It is not subjected to heavy load, because we use it for development. I have checked on other instances where I don't have the problem and saw that configurations are the same about threads.

Right, this is what I expected. Since minthreads=1 (generally quite reasonable on a development server) a new thread won't spawn until needed. The watermarking logic defaults to not "needing" a new thread until the queue is 10% full, i.e., there are 10 connections waiting to be services.

In your test, you have one connection currently running (the ds request), and a second waiting (the loopback request), so only 2 connections is not busy enough to warrant spawning a new thread, and the server doesn't (AFAIR) have any logic to specify that a thread should be created if connections have simply been queued for a certain amount of time without progressing. (The benefit of such logic would be dubious IMO; connections are generally expected to complete quickly unless there is a specific reason they should be acting differently).

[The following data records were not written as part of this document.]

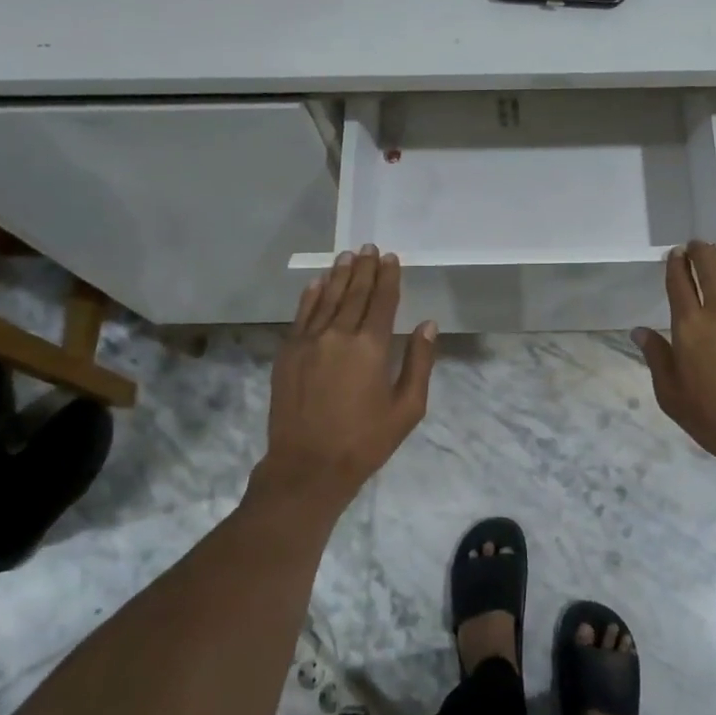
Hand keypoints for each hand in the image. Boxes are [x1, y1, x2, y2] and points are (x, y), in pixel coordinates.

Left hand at [255, 246, 437, 517]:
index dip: (388, 277)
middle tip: (369, 247)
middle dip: (364, 269)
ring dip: (338, 275)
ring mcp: (308, 342)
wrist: (307, 467)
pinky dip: (310, 296)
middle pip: (354, 293)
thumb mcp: (407, 408)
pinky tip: (317, 282)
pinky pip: (301, 316)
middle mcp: (338, 335)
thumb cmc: (365, 441)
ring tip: (347, 256)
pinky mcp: (287, 353)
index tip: (390, 258)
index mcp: (371, 346)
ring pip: (326, 298)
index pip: (382, 301)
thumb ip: (419, 362)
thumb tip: (428, 324)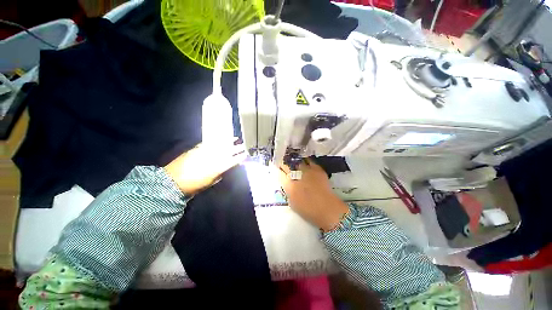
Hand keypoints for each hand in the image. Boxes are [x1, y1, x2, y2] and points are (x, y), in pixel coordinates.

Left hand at [165, 139, 245, 194]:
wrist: (173, 181)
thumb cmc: (194, 185)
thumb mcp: (210, 182)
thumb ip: (220, 174)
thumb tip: (226, 169)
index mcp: (218, 167)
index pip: (233, 160)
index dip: (240, 157)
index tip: (245, 155)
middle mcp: (214, 157)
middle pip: (229, 151)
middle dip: (237, 148)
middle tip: (243, 146)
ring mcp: (205, 151)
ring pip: (220, 145)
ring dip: (229, 141)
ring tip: (235, 138)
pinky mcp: (197, 148)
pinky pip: (210, 143)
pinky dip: (217, 140)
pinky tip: (221, 138)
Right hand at [279, 159, 348, 231]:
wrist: (327, 208)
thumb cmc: (308, 210)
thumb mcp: (292, 202)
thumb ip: (288, 191)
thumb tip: (287, 183)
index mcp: (289, 184)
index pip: (279, 172)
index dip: (276, 168)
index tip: (275, 167)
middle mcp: (296, 175)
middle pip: (287, 165)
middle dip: (284, 164)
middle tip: (283, 164)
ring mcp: (307, 170)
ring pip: (297, 161)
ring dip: (293, 162)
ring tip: (293, 162)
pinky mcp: (317, 169)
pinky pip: (309, 161)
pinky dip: (305, 161)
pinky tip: (304, 162)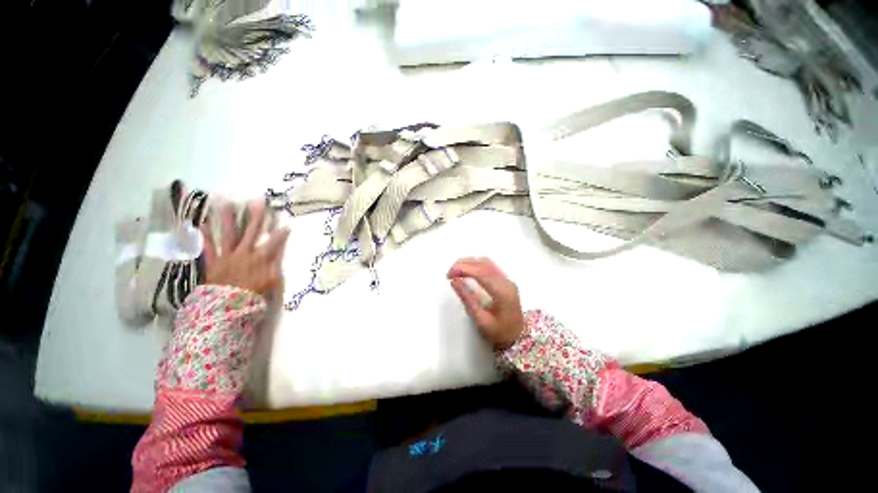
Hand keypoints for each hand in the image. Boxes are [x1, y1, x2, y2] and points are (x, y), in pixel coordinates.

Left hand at [202, 201, 289, 294]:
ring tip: (226, 203)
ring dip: (227, 218)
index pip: (274, 243)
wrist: (225, 307)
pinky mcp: (213, 262)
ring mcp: (227, 256)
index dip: (281, 234)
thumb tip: (278, 255)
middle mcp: (244, 253)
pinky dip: (203, 236)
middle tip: (257, 201)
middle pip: (251, 232)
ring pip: (227, 234)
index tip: (287, 225)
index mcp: (260, 259)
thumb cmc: (252, 296)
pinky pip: (207, 247)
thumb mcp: (271, 284)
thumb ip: (274, 267)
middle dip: (256, 216)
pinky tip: (201, 223)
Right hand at [447, 257, 524, 350]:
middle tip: (449, 273)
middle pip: (484, 264)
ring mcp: (507, 280)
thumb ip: (468, 299)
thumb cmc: (500, 333)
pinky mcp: (504, 280)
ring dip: (469, 263)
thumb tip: (454, 282)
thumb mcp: (481, 321)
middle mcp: (506, 282)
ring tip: (456, 271)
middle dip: (464, 264)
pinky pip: (489, 266)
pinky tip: (467, 271)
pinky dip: (476, 265)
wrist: (518, 338)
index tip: (450, 274)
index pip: (481, 273)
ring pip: (487, 262)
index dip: (464, 269)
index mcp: (503, 293)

So changing the lowwatermark setting to 0 will make the server always create a new thread on a new request if there's not already a thread for it, so the loopback request will be handled.

Alternately, you could set minthreads to something more than 1, or while waiting for the loopback request to time out hit the server 10 or more times using curl to queue up connections and get it to create a new thread, and then things will progress (until a restart, at least).

Changing minthreads value solved the issue!

Thanks Jeff and Gustaf!

small addon:
- newer versions of NaviServer and OpenACS show a more modest growth of memory per additional connection thread. E.g. uses minthread 5, and uses after 4 weeks of continuous running < 2GB RSS
- NaviServer checks at the end of each request if there are requests queued and/or sufficient threads available. During a request is running in a connection thread, incoming requests are either handle by other connection requests or they are queued. This is perfectly fine on real-world systems with many small requests, but bad for your kind of application, where the only connection thread deadlocks, since it waits for the completion of a queued request.
- Allowing concurrent connection thread creates won't help, since this means that thread creates are allowed at a time while threads are being created (many tcl version had/have problems with this)